__Data for this exercise__.
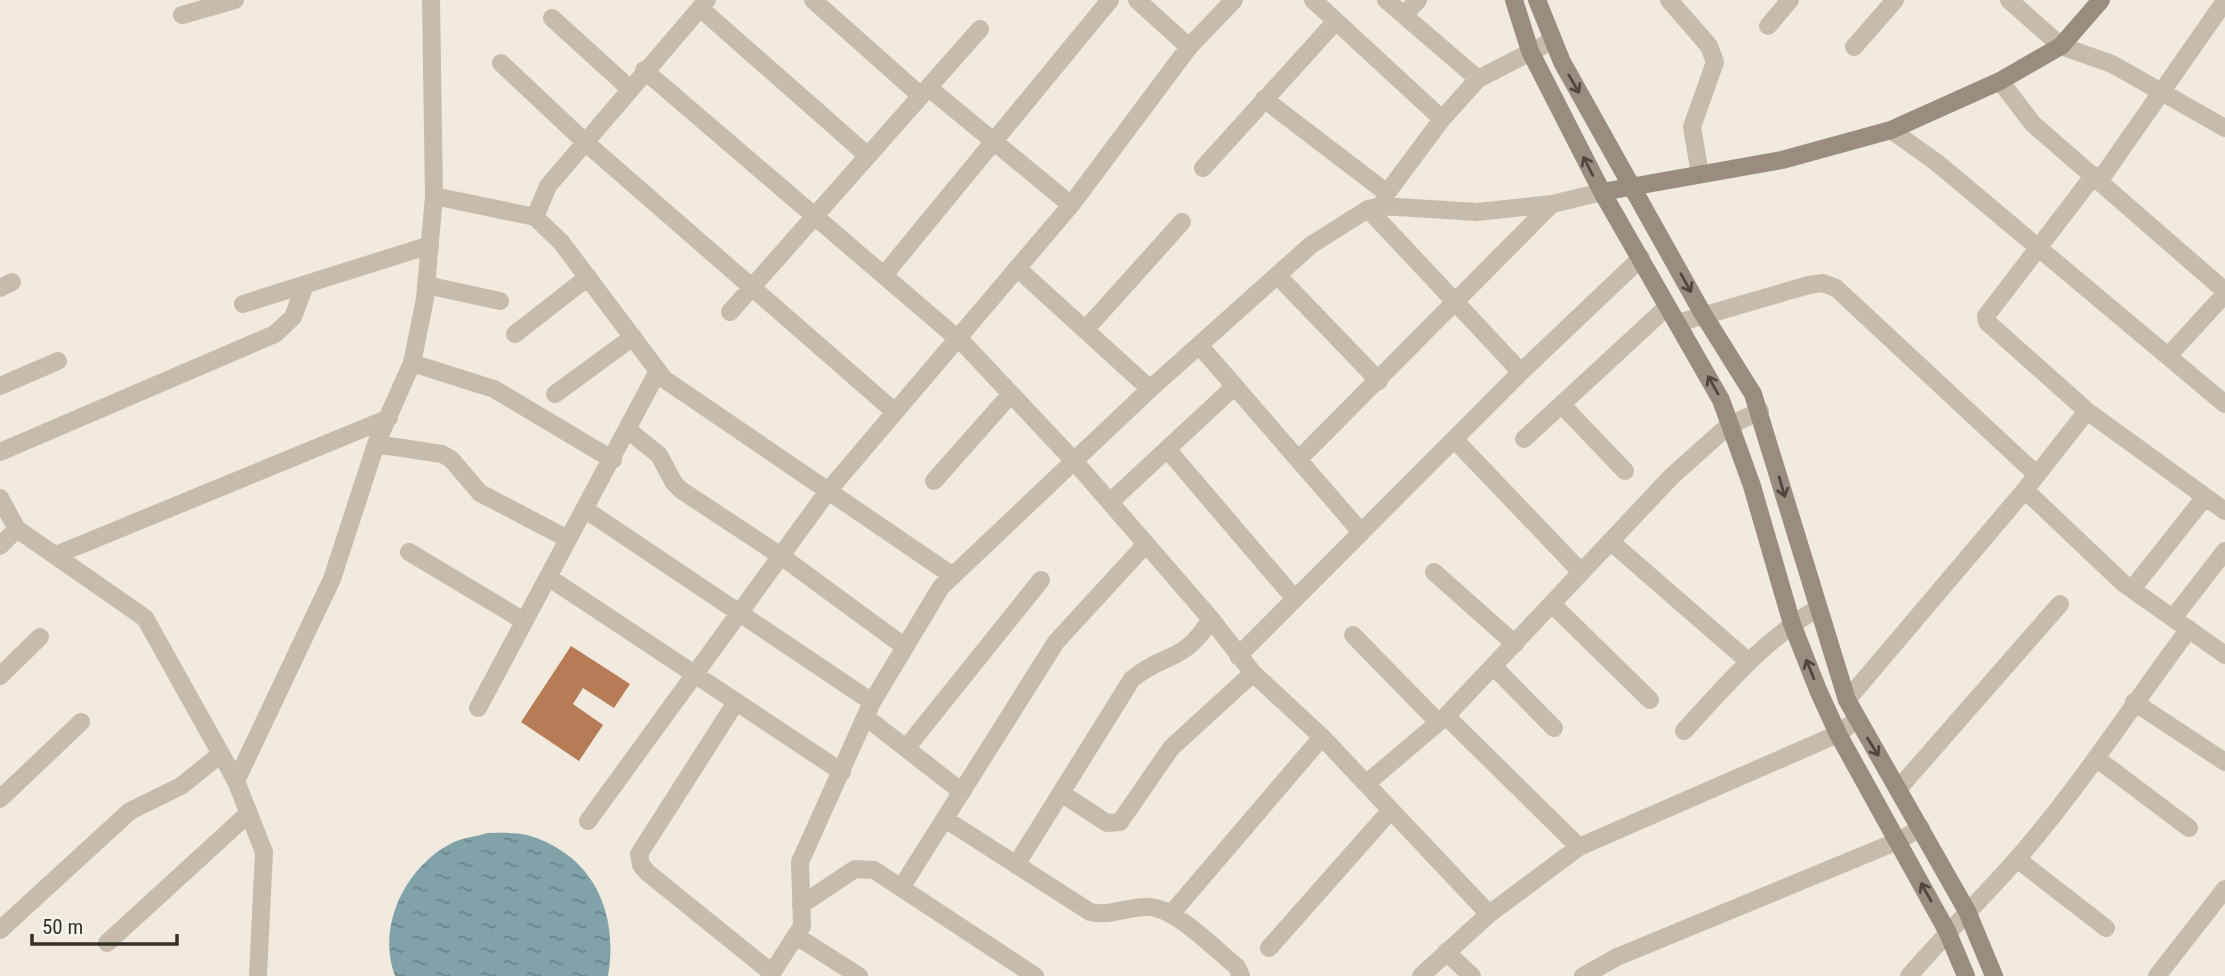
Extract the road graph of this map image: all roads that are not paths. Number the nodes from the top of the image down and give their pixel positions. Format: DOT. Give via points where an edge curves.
graph roads {
  1 [pos="235,0"];
  2 [pos="430,0"];
  3 [pos="813,0"];
  4 [pos="1110,0"];
  5 [pos="1137,0"];
  6 [pos="1234,0"];
  7 [pos="1312,0"];
  8 [pos="1386,0"];
  9 [pos="1418,0"];
  10 [pos="1514,0"];
  11 [pos="1537,0"];
  12 [pos="1790,0"];
  13 [pos="1895,0"];
  14 [pos="2009,0"];
  15 [pos="2101,0"];
  16 [pos="2225,1"];
  17 [pos="1678,3"];
  18 [pos="703,4"];
  19 [pos="182,15"];
  20 [pos="1404,15"];
  21 [pos="552,18"];
  22 [pos="1336,21"];
  23 [pos="1768,26"];
  24 [pos="981,29"];
  25 [pos="1552,41"];
  26 [pos="2061,46"];
  27 [pos="1189,47"];
  28 [pos="1854,47"];
  29 [pos="1530,51"];
  30 [pos="501,63"];
  31 [pos="644,70"];
  32 [pos="1478,79"];
  33 [pos="2000,81"];
  34 [pos="629,88"];
  35 [pos="925,92"];
  36 [pos="2162,93"];
  37 [pos="1264,99"];
  38 [pos="1442,119"];
  39 [pos="2225,128"];
  40 [pos="1891,130"];
  41 [pos="994,141"];
  42 [pos="584,142"];
  43 [pos="868,156"];
  44 [pos="1203,168"];
  45 [pos="1700,174"];
  46 [pos="2097,177"];
  47 [pos="1634,186"];
  48 [pos="1602,192"];
  49 [pos="434,196"];
  50 [pos="1379,203"];
  51 [pos="1552,204"];
  52 [pos="1071,205"];
  53 [pos="535,217"];
  54 [pos="815,217"];
  55 [pos="1182,222"];
  56 [pos="430,245"];
  57 [pos="2037,249"];
  58 [pos="1641,258"];
  59 [pos="1017,268"];
  60 [pos="884,275"];
  61 [pos="1277,275"];
  62 [pos="588,277"];
  63 [pos="305,285"];
  64 [pos="426,285"];
  65 [pos="751,288"];
  66 [pos="2225,292"];
  67 [pos="500,301"];
  68 [pos="1456,302"];
  69 [pos="243,304"];
  70 [pos="1667,307"];
  71 [pos="730,312"];
  72 [pos="1703,314"];
  73 [pos="1678,323"];
  74 [pos="1085,330"];
  75 [pos="515,334"];
  76 [pos="632,337"];
  77 [pos="957,338"];
  78 [pos="1199,345"];
  79 [pos="2168,356"];
  80 [pos="58,361"];
  81 [pos="412,363"];
  82 [pos="658,371"];
  83 [pos="1521,372"];
  84 [pos="1379,381"];
  85 [pos="0,386"];
  86 [pos="1235,386"];
  87 [pos="1150,389"];
  88 [pos="555,394"];
  89 [pos="1011,394"];
  90 [pos="2225,404"];
  91 [pos="1562,405"];
  92 [pos="1760,411"];
  93 [pos="2087,411"];
  94 [pos="895,412"];
  95 [pos="389,418"];
  96 [pos="1728,426"];
  97 [pos="628,430"];
  98 [pos="1454,439"];
  99 [pos="1524,439"];
  100 [pos="376,444"];
  101 [pos="1167,449"];
  102 [pos="0,452"];
  103 [pos="1299,459"];
  104 [pos="613,460"];
  105 [pos="1075,462"];
  106 [pos="1625,471"];
  107 [pos="2037,475"];
  108 [pos="934,481"];
  109 [pos="2025,490"];
  110 [pos="828,491"];
  111 [pos="2204,496"];
  112 [pos="0,499"];
  113 [pos="1110,502"];
  114 [pos="586,510"];
  115 [pos="2225,511"];
  116 [pos="17,529"];
  117 [pos="1362,532"];
  118 [pos="568,539"];
  119 [pos="1611,542"];
  120 [pos="1146,544"];
  121 [pos="0,546"];
  122 [pos="2225,551"];
  123 [pos="409,552"];
  124 [pos="56,555"];
  125 [pos="780,556"];
  126 [pos="1434,572"];
  127 [pos="1581,572"];
  128 [pos="953,576"];
  129 [pos="548,577"];
  130 [pos="1041,580"];
  131 [pos="2132,589"];
  132 [pos="1295,599"];
  133 [pos="2060,604"];
  134 [pos="1553,605"];
  135 [pos="1818,608"];
  136 [pos="738,612"];
  137 [pos="2173,618"];
  138 [pos="1211,619"];
  139 [pos="524,621"];
  140 [pos="1792,624"];
  141 [pos="2189,629"];
  142 [pos="1353,635"];
  143 [pos="40,637"];
  144 [pos="1515,644"];
  145 [pos="905,646"];
  146 [pos="2225,655"];
  147 [pos="1238,656"];
  148 [pos="1748,661"];
  149 [pos="1493,666"];
  150 [pos="694,673"];
  151 [pos="1252,674"];
  152 [pos="0,676"];
  153 [pos="1650,699"];
  154 [pos="1847,700"];
  155 [pos="736,702"];
  156 [pos="2134,702"];
  157 [pos="478,708"];
  158 [pos="869,710"];
  159 [pos="1442,719"];
  160 [pos="1856,720"];
  161 [pos="81,722"];
  162 [pos="1554,728"];
  163 [pos="1684,731"];
  164 [pos="1838,734"];
  165 [pos="1322,737"];
  166 [pos="907,747"];
  167 [pos="221,754"];
  168 [pos="2096,758"];
  169 [pos="2225,762"];
  170 [pos="842,772"];
  171 [pos="236,781"];
  172 [pos="1367,783"];
  173 [pos="1899,788"];
  174 [pos="962,792"];
  175 [pos="1061,793"];
  176 [pos="0,799"];
  177 [pos="1391,810"];
  178 [pos="249,813"];
  179 [pos="945,819"];
  180 [pos="588,821"];
  181 [pos="1921,828"];
  182 [pos="2189,828"];
  183 [pos="1898,841"];
  184 [pos="1579,847"];
  185 [pos="2017,859"];
  186 [pos="1016,864"];
  187 [pos="901,888"];
  188 [pos="2225,889"];
  189 [pos="801,905"];
  190 [pos="1967,911"];
  191 [pos="1171,914"];
  192 [pos="1489,915"];
  193 [pos="2106,928"];
  194 [pos="0,930"];
  195 [pos="1947,931"];
  196 [pos="796,936"];
  197 [pos="107,943"];
  198 [pos="1269,948"];
  199 [pos="1446,952"];
  200 [pos="771,975"];
  201 [pos="258,976"];
  202 [pos="859,976"];
  203 [pos="1035,976"];
  204 [pos="1241,976"];
  205 [pos="1421,976"];
  206 [pos="1472,976"];
  207 [pos="1583,976"];
  208 [pos="1909,976"];
  209 [pos="1966,976"];
  210 [pos="1994,976"];
  211 [pos="2157,976"];
  1 -- 19 [label="street"];
  2 -- 49 [label="street"];
  3 -- 35 [label="street"];
  4 -- 41 [label="street"];
  5 -- 27 [label="street"];
  6 -- 27 [label="street"];
  7 -- 22 [label="street"];
  8 -- 20 [label="street"];
  9 -- 20 [label="street"];
  10 -- 29 [label="street"];
  11 -- 25 [label="street"];
  12 -- 23 [label="street"];
  13 -- 28 [label="street"];
  14 -- 26 [label="street"];
  15 -- 26 [label="street"];
  16 -- 36 [label="street"];
  17 -- 45 [label="street" via="1715,62 1692,127"];
  18 -- 31 [label="street"];
  18 -- 43 [label="street"];
  20 -- 32 [label="street"];
  21 -- 34 [label="street"];
  22 -- 37 [label="street"];
  22 -- 38 [label="street"];
  24 -- 35 [label="street"];
  25 -- 29 [label="street"];
  25 -- 47 [label="street, one-way"];
  26 -- 33 [label="street"];
  26 -- 36 [label="street" via="2112,65"];
  27 -- 52 [label="street"];
  29 -- 32 [label="street"];
  48 -- 29 [label="street, one-way"];
  30 -- 42 [label="street"];
  31 -- 34 [label="street"];
  31 -- 54 [label="street"];
  32 -- 38 [label="street"];
  33 -- 40 [label="street"];
  33 -- 46 [label="street" via="2025,117"];
  34 -- 42 [label="street"];
  35 -- 41 [label="street"];
  35 -- 43 [label="street"];
  36 -- 39 [label="street"];
  36 -- 46 [label="street"];
  37 -- 44 [label="street"];
  37 -- 50 [label="street"];
  38 -- 50 [label="street"];
  40 -- 45 [label="street" via="1782,160"];
  40 -- 57 [label="street" via="1936,162"];
  41 -- 52 [label="street"];
  41 -- 60 [label="street"];
  42 -- 53 [label="street" via="548,186"];
  42 -- 65 [label="street"];
  43 -- 54 [label="street"];
  45 -- 47 [label="street"];
  46 -- 57 [label="street"];
  46 -- 66 [label="street"];
  47 -- 48 [label="street"];
  47 -- 72 [label="street, one-way"];
  48 -- 51 [label="street"];
  48 -- 58 [label="street"];
  49 -- 53 [label="street"];
  49 -- 56 [label="street"];
  50 -- 51 [label="street" via="1477,212"];
  50 -- 61 [label="street" via="1311,245"];
  50 -- 68 [label="street"];
  51 -- 68 [label="street"];
  52 -- 59 [label="street"];
  53 -- 62 [label="street"];
  54 -- 60 [label="street"];
  54 -- 65 [label="street"];
  55 -- 74 [label="street"];
  56 -- 63 [label="street"];
  56 -- 64 [label="street"];
  57 -- 79 [label="street"];
  57 -- 93 [label="street" via="1986,316 1987,322"];
  58 -- 70 [label="street"];
  58 -- 83 [label="street"];
  59 -- 74 [label="street"];
  59 -- 77 [label="street"];
  60 -- 77 [label="street"];
  61 -- 78 [label="street"];
  61 -- 84 [label="street"];
  62 -- 75 [label="street"];
  62 -- 76 [label="street"];
  63 -- 69 [label="street"];
  63 -- 102 [label="street" via="293,317 275,334"];
  64 -- 67 [label="street"];
  64 -- 81 [label="street"];
  65 -- 71 [label="street"];
  65 -- 94 [label="street"];
  66 -- 79 [label="street"];
  68 -- 83 [label="street"];
  68 -- 84 [label="street"];
  70 -- 73 [label="street"];
  70 -- 91 [label="street"];
  72 -- 73 [label="street"];
  72 -- 92 [label="street"];
  72 -- 107 [label="street" via="1809,285 1823,283 1836,288"];
  96 -- 73 [label="street, one-way" via="1721,400"];
  74 -- 87 [label="street"];
  76 -- 82 [label="street"];
  76 -- 88 [label="street"];
  77 -- 89 [label="street"];
  77 -- 94 [label="street"];
  78 -- 86 [label="street"];
  78 -- 87 [label="street"];
  79 -- 90 [label="street"];
  80 -- 85 [label="street"];
  81 -- 95 [label="street"];
  81 -- 104 [label="street" via="494,389"];
  82 -- 97 [label="street"];
  82 -- 110 [label="street"];
  83 -- 98 [label="street"];
  84 -- 103 [label="street"];
  86 -- 101 [label="street"];
  86 -- 103 [label="street"];
  87 -- 105 [label="street"];
  89 -- 105 [label="street"];
  89 -- 108 [label="street"];
  91 -- 99 [label="street"];
  91 -- 106 [label="street"];
  92 -- 96 [label="street"];
  92 -- 135 [label="street, one-way"];
  93 -- 107 [label="street"];
  93 -- 111 [label="street"];
  94 -- 110 [label="street"];
  95 -- 100 [label="street"];
  95 -- 124 [label="street"];
  96 -- 119 [label="street" via="1648,500"];
  96 -- 140 [label="street" via="1752,486"];
  97 -- 104 [label="street"];
  97 -- 125 [label="street" via="659,455 681,490"];
  98 -- 117 [label="street"];
  98 -- 127 [label="street"];
  100 -- 118 [label="street" via="442,454 480,493"];
  100 -- 171 [label="street" via="332,579"];
  101 -- 113 [label="street"];
  101 -- 132 [label="street"];
  103 -- 117 [label="street"];
  104 -- 114 [label="street"];
  105 -- 113 [label="street"];
  105 -- 128 [label="street"];
  107 -- 109 [label="street"];
  109 -- 131 [label="street"];
  109 -- 154 [label="street"];
  110 -- 125 [label="street"];
  110 -- 128 [label="street"];
  111 -- 115 [label="street"];
  111 -- 131 [label="street"];
  112 -- 116 [label="street"];
  113 -- 120 [label="street"];
  114 -- 118 [label="street"];
  114 -- 136 [label="street"];
  116 -- 121 [label="street"];
  116 -- 124 [label="street"];
  117 -- 132 [label="street"];
  118 -- 129 [label="street"];
  119 -- 127 [label="street"];
  119 -- 148 [label="street"];
  120 -- 138 [label="street"];
  120 -- 174 [label="street" via="1056,642"];
  122 -- 137 [label="street"];
  123 -- 139 [label="street"];
  124 -- 167 [label="street" via="145,618"];
  125 -- 136 [label="street"];
  125 -- 145 [label="street"];
  126 -- 144 [label="street"];
  127 -- 134 [label="street"];
  128 -- 145 [label="street" via="941,587"];
  129 -- 139 [label="street"];
  129 -- 150 [label="street"];
  130 -- 166 [label="street"];
  131 -- 137 [label="street"];
  132 -- 147 [label="street"];
  133 -- 173 [label="street"];
  134 -- 144 [label="street"];
  134 -- 153 [label="street"];
  135 -- 140 [label="street"];
  135 -- 154 [label="street"];
  136 -- 150 [label="street"];
  136 -- 158 [label="street"];
  137 -- 141 [label="street"];
  138 -- 147 [label="street"];
  138 -- 175 [label="street" via="1189,649 1132,679"];
  139 -- 157 [label="street"];
  140 -- 148 [label="street"];
  164 -- 140 [label="street, one-way"];
  141 -- 146 [label="street"];
  141 -- 156 [label="street"];
  142 -- 159 [label="street"];
  143 -- 152 [label="street"];
  144 -- 149 [label="street"];
  145 -- 158 [label="street"];
  147 -- 151 [label="street"];
  148 -- 163 [label="street"];
  149 -- 159 [label="street"];
  149 -- 162 [label="street"];
  150 -- 155 [label="street"];
  150 -- 180 [label="street"];
  151 -- 165 [label="street"];
  151 -- 175 [label="street" via="1171,748 1120,822 1107,823"];
  154 -- 160 [label="street"];
  155 -- 170 [label="street"];
  155 -- 200 [label="street" via="639,854 648,873"];
  156 -- 168 [label="street"];
  156 -- 169 [label="street"];
  158 -- 166 [label="street"];
  158 -- 170 [label="street"];
  159 -- 172 [label="street"];
  159 -- 184 [label="street"];
  160 -- 164 [label="street"];
  160 -- 173 [label="street, one-way"];
  161 -- 176 [label="street"];
  164 -- 183 [label="street"];
  164 -- 184 [label="street"];
  165 -- 172 [label="street"];
  165 -- 191 [label="street"];
  166 -- 174 [label="street"];
  167 -- 171 [label="street"];
  167 -- 194 [label="street" via="181,786 130,811"];
  168 -- 182 [label="street"];
  168 -- 185 [label="street"];
  170 -- 189 [label="street" via="800,862"];
  171 -- 178 [label="street"];
  172 -- 177 [label="street"];
  173 -- 181 [label="street"];
  174 -- 179 [label="street"];
  175 -- 186 [label="street"];
  177 -- 192 [label="street"];
  177 -- 198 [label="street"];
  178 -- 197 [label="street"];
  178 -- 201 [label="street" via="264,852"];
  179 -- 186 [label="street"];
  179 -- 187 [label="street"];
  181 -- 183 [label="street"];
  181 -- 190 [label="street"];
  195 -- 183 [label="street, one-way"];
  183 -- 207 [label="street" via="1617,957"];
  184 -- 192 [label="street"];
  185 -- 190 [label="street"];
  185 -- 193 [label="street"];
  186 -- 191 [label="street" via="1090,912 1101,915 1152,906"];
  187 -- 189 [label="street" via="864,867"];
  187 -- 203 [label="street"];
  188 -- 211 [label="street"];
  189 -- 196 [label="street" via="802,926"];
  190 -- 195 [label="street"];
  190 -- 210 [label="street"];
  191 -- 204 [label="street" via="1237,967"];
  192 -- 199 [label="street"];
  195 -- 208 [label="street"];
  195 -- 209 [label="street"];
  196 -- 200 [label="street"];
  196 -- 202 [label="street"];
  199 -- 205 [label="street"];
  199 -- 206 [label="street"];
}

__What needs to be done__.
Please show every line of the records that holds the word "roads".

__Written answer__.
Extract the road graph of this map image: all roads that are not paths. Number the nodes from the top of the image down and give their pixel positions. Format: DOT. Give via points where an edge curves.
graph roads {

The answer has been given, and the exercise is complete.